Bill: Those two scenarios neither is preferable, neither is desirable for successful outcome because that’s resistance winning when people are just thinking and they’re contemplating under the guise of ‘it’s got to be perfect, I have to think this thing through’. You’re sitting there and thinking and someone else has already taken your dream date out. How can you still wondering how you’re going to approach her. You‘re looking at it in terms of a business relationship. You’re thinking about how you’re going to approach a particular client, someone else has already has that client out to dinner. So there are people who take those actions, there are people who think about it. The people that think about it stay in that cocoon of resistance and uncertainty and they never get out of the shadows. By the time they do, it’s already over, all that’s left is the crumbs.
The other ones that do are just bold and brash and don’t think things through are equally as, I think, bad as the ones that don’t think. I think we have to get out there with thought and action, it has to be an intelligent thought but there has to be an action behind it. I’ll be giving an example, if you’re driving down the road, you thinking about calling Joe. There’s instinct that comes up, “I should call Joe I haven’t talked to him in 6 months.” All of a sudden, two days later, you haven’t called him, Joe calls you; “Joe I was just thinking about calling you.” That to me is a personal level of think and do where that thought comes to my mind. And I think as we talk about a game changer, thinking about what’s next, what’s next, what’s next; part of the what’s next context is ‘what do we do?’. So we have to take an action. ‘What’s next, what’s next’ is a thought but ‘what’s next’ has to [04:56] as an action for there to be a desirable result.
Todd: Oh, I think about that example you said when Joe calls you and you say “Oh, I was just thinking about calling you.” When that happens to me, if I’m Joe in the story I’d say, “Oh you’re full of it. You piece of little… come on, really? You’re feeding me a lot of crap here.” Well, that’s just on a phone call. Imagine if that kind of scenario is playing out in something that really matters and that’s where people really get stuck so.
Bill: Well, two things you lost there, momentum and credibility. And it’s very difficult to get the former back. The latter, credibility, you only get a chance to lose that once.
Todd: Yup, yup. If I had heard you talk about think and do 15 years ago when I was at a very different point in my life and in my career, and I heard you talk about this idea of thinking and doing, my question to you at that time would have been, “Oh wait a minute, thinking is obviously important here, when do I know when I thought enough to take action? How do I understand that? Look, I’ve recognized I have to think about something because I want to take an action. But when do I know I’m ready to do?”
Bill: I think there are two senses that businesses thrive on. One’s a sense of urgency and the other is common sense, everything else is just numbers. And I think there has to be that internal clock that says it’s show time, it’s go time right now. There has to always be that pull, pull, pull, pull, pull. You’ve got to want to engage, you’ve got to want to get out of the sideline. Stop being and observer in life and you know what, you have to be a participant. That’s got to be an internal pool. I came up with think and do. I’ll give credit to a former leader of mine.
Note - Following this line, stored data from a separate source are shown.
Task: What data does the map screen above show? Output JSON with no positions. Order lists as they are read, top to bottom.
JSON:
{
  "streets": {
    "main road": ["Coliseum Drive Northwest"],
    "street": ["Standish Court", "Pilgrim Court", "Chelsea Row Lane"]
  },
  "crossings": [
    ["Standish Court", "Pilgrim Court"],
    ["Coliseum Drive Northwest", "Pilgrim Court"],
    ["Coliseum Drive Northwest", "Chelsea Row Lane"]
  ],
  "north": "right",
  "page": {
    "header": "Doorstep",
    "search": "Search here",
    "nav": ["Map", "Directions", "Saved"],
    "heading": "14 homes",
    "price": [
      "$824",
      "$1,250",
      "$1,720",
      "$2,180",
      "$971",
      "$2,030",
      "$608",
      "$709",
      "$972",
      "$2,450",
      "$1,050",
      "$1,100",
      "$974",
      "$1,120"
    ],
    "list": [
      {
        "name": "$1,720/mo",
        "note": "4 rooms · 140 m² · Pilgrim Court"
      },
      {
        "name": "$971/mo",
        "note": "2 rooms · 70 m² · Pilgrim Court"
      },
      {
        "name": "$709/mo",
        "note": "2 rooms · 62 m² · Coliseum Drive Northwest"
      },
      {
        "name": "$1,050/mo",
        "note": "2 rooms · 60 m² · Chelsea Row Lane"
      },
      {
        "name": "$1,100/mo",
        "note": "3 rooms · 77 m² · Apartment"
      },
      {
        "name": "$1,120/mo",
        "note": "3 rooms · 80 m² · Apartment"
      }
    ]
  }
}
He hired me, he was the president of a large, international company and he said, “Wooditch, you know the difference between you and everybody else?” He said, “Here it is. It’s just not all these other measurable things because there’s just probably not many of them, but the one thing you do is you take an action, you think about something and you just do it. And there’s a real short window right there between that thought and action.” And I went, “Wow, there you go.” That was probably 20 some years ago. Think and do and think and do. And so I made it a guiding mantra in my company.
And the people that move forward and make very successful lives for themselves and enterprises for themselves, follow think and do religiously, they know what it is. Think, think, think then do. There’s got to be that internal pull. Man, you got to get out there and do it.
Todd: Talk about the difference between designing and leading here versus reacting and following.
Bill: I think we design and then we can lead. Reaction is always going to be playing someone else’s game. If we react, we’re always going to follow. So we’re never getting the first punch out there because think and do would take us thought to action, we’re going to be the leader. So we’re designing change when we’re able to think and then do and then implement the change behind it. Show up, talk with people, find out what they want, find out what their desirable is, find out what their must-haves are and make our approach amenable to that by thinking and doing. Or we’re going to be following the competition and we’ll always going to follow the competition, we’re going to be sucked in their fumes all the way through. Design change, be the one that gets out there. Better to hit in football than to be hit.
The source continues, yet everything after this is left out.